The Suns host the Warriors at Footprint Center on Thursday, February 5, 2026, at 10:00 PM ET.
The Suns are 31-20 (6th in the West), and they’ve been strong at home (17-7). The Warriors are 27-24 (8th in the West), and they’ve struggled on the road (10-15).
The Suns just outlasted the Blazers 130-125 on Tuesday, while the Warriors got drilled by the 76ers 113-94 in a game where the offense never found oxygen.
This is the first meeting, and it comes at a weird time because both teams are missing the stars who usually decide this matchup. The Warriors are without Stephen Curry, and Jimmy Butler is done for the season, while the Suns are without Devin Booker tonight.
For the Suns, it starts with Dillon Brooks (21.1 points, 3.6 rebounds, 1.8 assists) as the tone-setter wing scorer, and Mark Williams (12.3 points, 8.1 rebounds) as the glass and rim-finishing anchor.
For the Warriors, the offensive burden shifts hard onto Brandin Podziemski (12.1 points, 4.6 rebounds, 3.6 assists) and Draymond Green (8.4 points, 5.7 rebounds, 5.2 assists) to manufacture enough structure to survive.
This one matters because the Warriors are coming off last night’s Kristaps Porzingis deal, which flipped their frontcourt rotation overnight.
Injury Report
Suns
Devin Booker: Out (right ankle sprain)
Jalen Green: Questionable (right hamstring; injury management / left hip contusion)
Warriors
Jimmy Butler III: Out (right ACL tear)
Stephen Curry: Out (right patellofemoral pain syndrome)
Jonathan Kuminga: Out (left knee bone bruise)
Seth Curry: Out (left sciatic nerve irritation)
LJ Cryer: Questionable (left hamstring; injury management)
Why The Suns Have The Advantage
This starts with availability, but it’s not just “who’s out.” It’s what the absences do to the shape of the game. The Warriors are already a mid-pack offense by season efficiency (115.7 offensive rating), and now they’re missing their primary creator, a secondary creator, and another downhill scorer. That usually turns into long possessions and forced late-clock shots.
The Suns are also built to win the “effort math” possessions that decide games like this. They’re top-10 in defensive rating (112.3), and the whole profile is geared toward pressure, contests, and turning possessions into messy sequences for the opponent.
Then there’s the home/road split. The Suns at 17-7 at home versus the Warriors at 10-15 on the road is a real signal for who controls pace and confidence early. If the Suns win the first six minutes and make the Warriors play from behind, the Warriors’ current shot-creation situation gets ugly fast.

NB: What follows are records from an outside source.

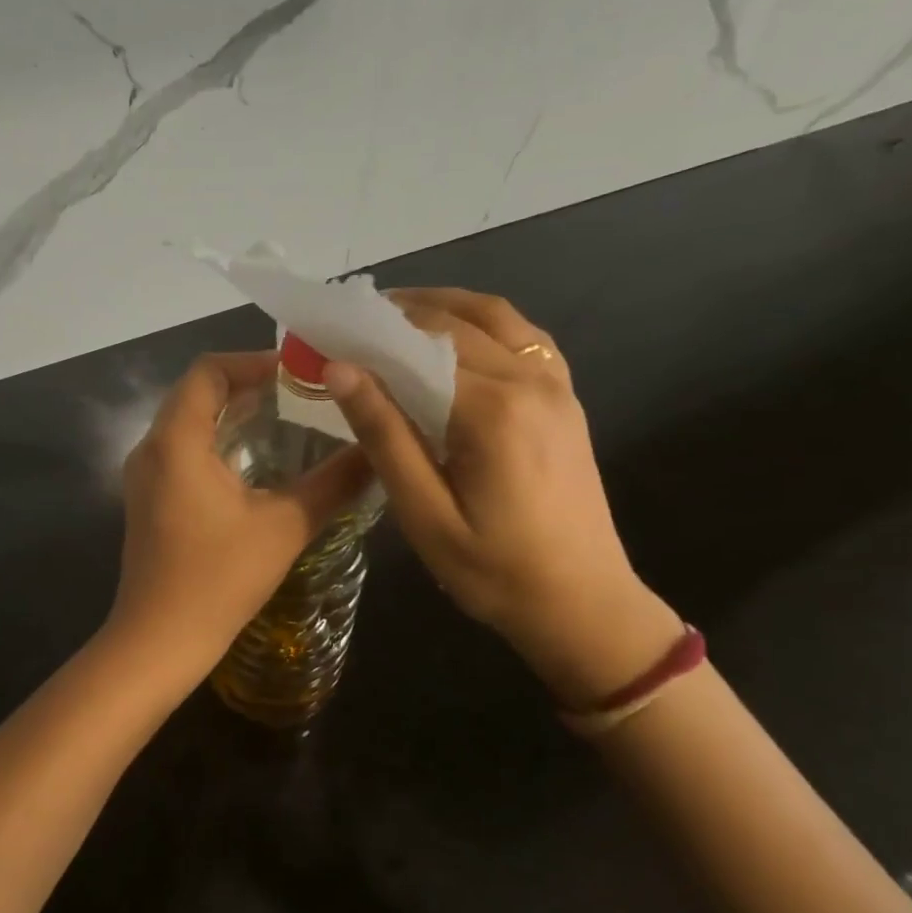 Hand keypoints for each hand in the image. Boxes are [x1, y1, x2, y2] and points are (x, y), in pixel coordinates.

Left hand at [109, 352, 371, 684]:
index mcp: (176, 440)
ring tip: (288, 420)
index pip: (208, 371)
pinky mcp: (148, 498)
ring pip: (188, 421)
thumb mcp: (284, 526)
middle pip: (196, 392)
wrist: (158, 641)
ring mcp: (145, 475)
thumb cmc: (218, 579)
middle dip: (247, 385)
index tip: (298, 372)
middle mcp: (151, 447)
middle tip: (301, 393)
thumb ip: (333, 482)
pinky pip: (182, 449)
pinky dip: (217, 441)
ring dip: (232, 414)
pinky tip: (257, 462)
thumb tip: (377, 450)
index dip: (253, 362)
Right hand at [325, 289, 680, 705]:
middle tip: (348, 324)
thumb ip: (384, 435)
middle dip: (397, 313)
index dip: (368, 331)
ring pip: (494, 317)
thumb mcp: (424, 514)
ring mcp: (556, 386)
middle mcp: (530, 381)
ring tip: (392, 315)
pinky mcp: (566, 398)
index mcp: (492, 410)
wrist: (585, 606)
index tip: (326, 330)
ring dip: (441, 306)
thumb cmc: (494, 571)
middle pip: (454, 322)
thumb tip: (340, 369)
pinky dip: (482, 322)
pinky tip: (454, 337)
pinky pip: (523, 336)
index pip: (418, 345)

Why The Warriors Have The Advantage
The Warriors still have a path, but it’s narrow: defend, run, and win the three-point math. Even with everything that’s happened, they’re still top-10 in defensive rating (112.4). If they can keep the Suns out of comfortable early offense, they can turn this into a grind where one hot shooting stretch flips the game.
And the Suns are dealing with their own high-usage hit. Booker being out removes the easiest “give me a bucket” option late in the clock, which increases the odds the Suns have a couple of dead stretches if the Warriors can force Brooks into tougher self-created shots.
The problem is the Warriors basically have to play a near-perfect “low turnover, high 3-point volume” game to make that advantage show up. Without their stars, that’s hard to bank on.
X-Factors
For the Suns, Collin Gillespie is the control knob. He’s at 13.8 points and 4.7 assists, and he’s coming off a huge scoring night against the Blazers. If he keeps the ball moving and gets the Suns into actions quickly, the Suns won’t miss Booker’s organizing as much as you’d expect.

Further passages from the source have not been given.